General characteristics
- Type: Patrol vessel
- Tonnage: 34 tons
- Length: 63 ft 0 in (19.20 m)
- Beam: 12 ft 0 in (3.66 m)
- Draft: 3 ft 6 in (1.07 m)
- Speed: 32 knots
- Complement: 9
- Armament: 2 × 1-pounder guns

= USS Patrol No. 6 =

Patrol vessel of the United States Navy

USS Patrol No. 6 (SP-54), often rendered as USS Patrol #6, was an armed motorboat that served in the United States Navy as a patrol vessel from 1917 to 1919.

Patrol No. 6 was built as the private motorboat Bonita in 1916 by George Lawley and Son at Neponset, Massachusetts. The U.S. Navy purchased Bonita from Herman Oelrichs of Newport, Rhode Island on 16 June 1917 and commissioned her for service in World War I as USS Patrol No. 6 (SP-54) on 29 June 1917.

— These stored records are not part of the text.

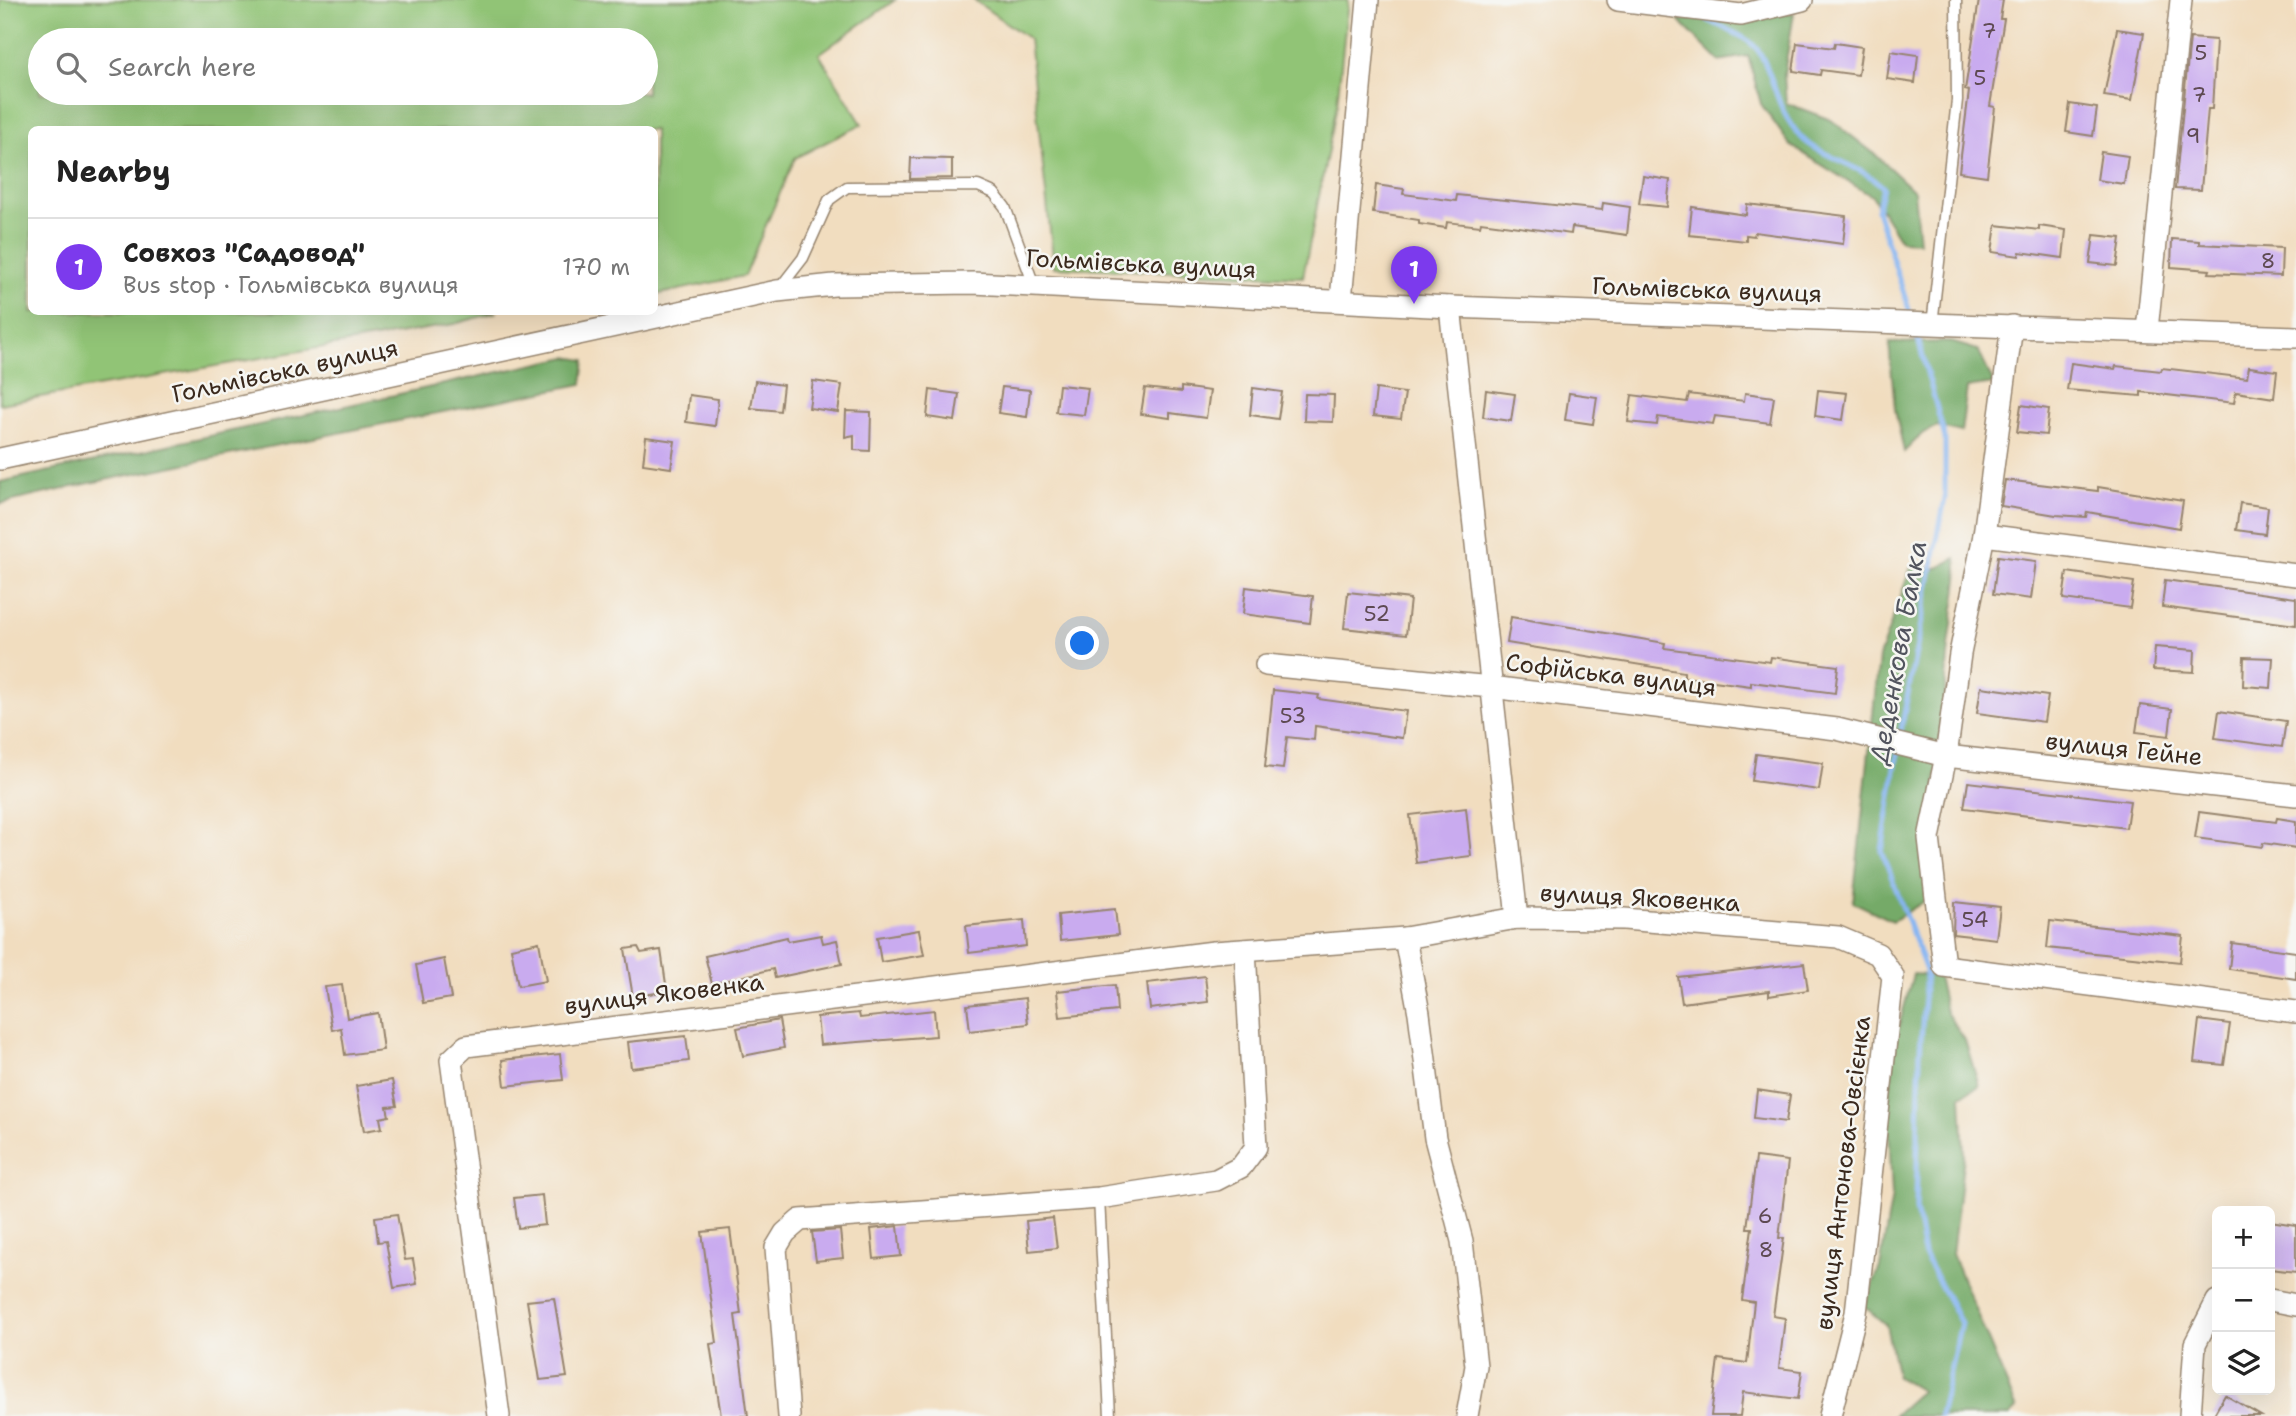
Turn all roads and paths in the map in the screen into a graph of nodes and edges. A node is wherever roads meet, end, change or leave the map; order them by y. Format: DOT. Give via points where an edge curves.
graph roads {
  1 [pos="1368,0"];
  2 [pos="1618,0"];
  3 [pos="1801,0"];
  4 [pos="1956,0"];
  5 [pos="2181,0"];
  6 [pos="1034,285"];
  7 [pos="777,291"];
  8 [pos="1341,300"];
  9 [pos="1450,307"];
  10 [pos="1932,325"];
  11 [pos="2012,326"];
  12 [pos="2147,330"];
  13 [pos="2296,337"];
  14 [pos="0,459"];
  15 [pos="1984,535"];
  16 [pos="2296,575"];
  17 [pos="1266,665"];
  18 [pos="1491,687"];
  19 [pos="1946,756"];
  20 [pos="2296,795"];
  21 [pos="1517,918"];
  22 [pos="1405,939"];
  23 [pos="1245,950"];
  24 [pos="1893,976"];
  25 [pos="2296,1012"];
  26 [pos="1099,1198"];
  27 [pos="2275,1301"];
  28 [pos="2296,1304"];
  29 [pos="2212,1311"];
  30 [pos="499,1416"];
  31 [pos="789,1416"];
  32 [pos="1110,1416"];
  33 [pos="1467,1416"];
  34 [pos="1830,1416"];
  35 [pos="2190,1416"];
  1 -- 8 [label="street"];
  2 -- 3 [label="street" via="1741,15"];
  4 -- 10 [label="lane" via="1957,100"];
  5 -- 12 [label="street"];
  6 -- 7 [label="street, Гольмівська вулиця" via="898,283"];
  6 -- 7 [label="lane" via="1006,207 994,193 978,186 847,187 829,200 803,258"];
  6 -- 8 [label="street, Гольмівська вулиця"];
  7 -- 14 [label="street, Гольмівська вулиця"];
  8 -- 9 [label="street, Гольмівська вулиця"];
  9 -- 10 [label="street, Гольмівська вулиця"];
  9 -- 18 [label="street"];
  10 -- 11 [label="street, Гольмівська вулиця"];
  11 -- 12 [label="street, Гольмівська вулиця"];
  11 -- 15 [label="street"];
  12 -- 13 [label="street, Гольмівська вулиця"];
  15 -- 16 [label="street"];
  15 -- 19 [label="street"];
  17 -- 18 [label="street, Софійська вулиця"];
  18 -- 19 [label="street, Софійська вулиця" via="1837,729"];
  18 -- 21 [label="street"];
  19 -- 20 [label="street, вулиця Гейне"];
  19 -- 25 [label="street" via="1929,838 1944,966"];
  21 -- 22 [label="street, вулиця Яковенка"];
  21 -- 24 [label="street, вулиця Яковенка" via="1624,919 1838,937 1878,954"];
  22 -- 23 [label="street, вулиця Яковенка"];
  22 -- 33 [label="street" via="1436,1138 1462,1241 1476,1366"];
  23 -- 26 [label="street" via="1256,1147 1241,1167 1216,1180"];
  23 -- 30 [label="street, вулиця Яковенка" via="466,1046 451,1060"];
  24 -- 34 [label="street, вулиця Антонова-Овсієнка" via="1856,1313"];
  26 -- 31 [label="street" via="800,1220 776,1248"];
  26 -- 32 [label="lane"];
  27 -- 28 [label="street"];
  29 -- 35 [label="street" via="2195,1344"];
}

Patrol No. 6 operated in the 2nd Naval District, headquartered at Newport, on patrol throughout the United States' participation in World War I. She was decommissioned postwar and stricken from the Naval Vessel Register on 7 November 1919. She was sold to George A. Crowley of New York City on 19 March 1921.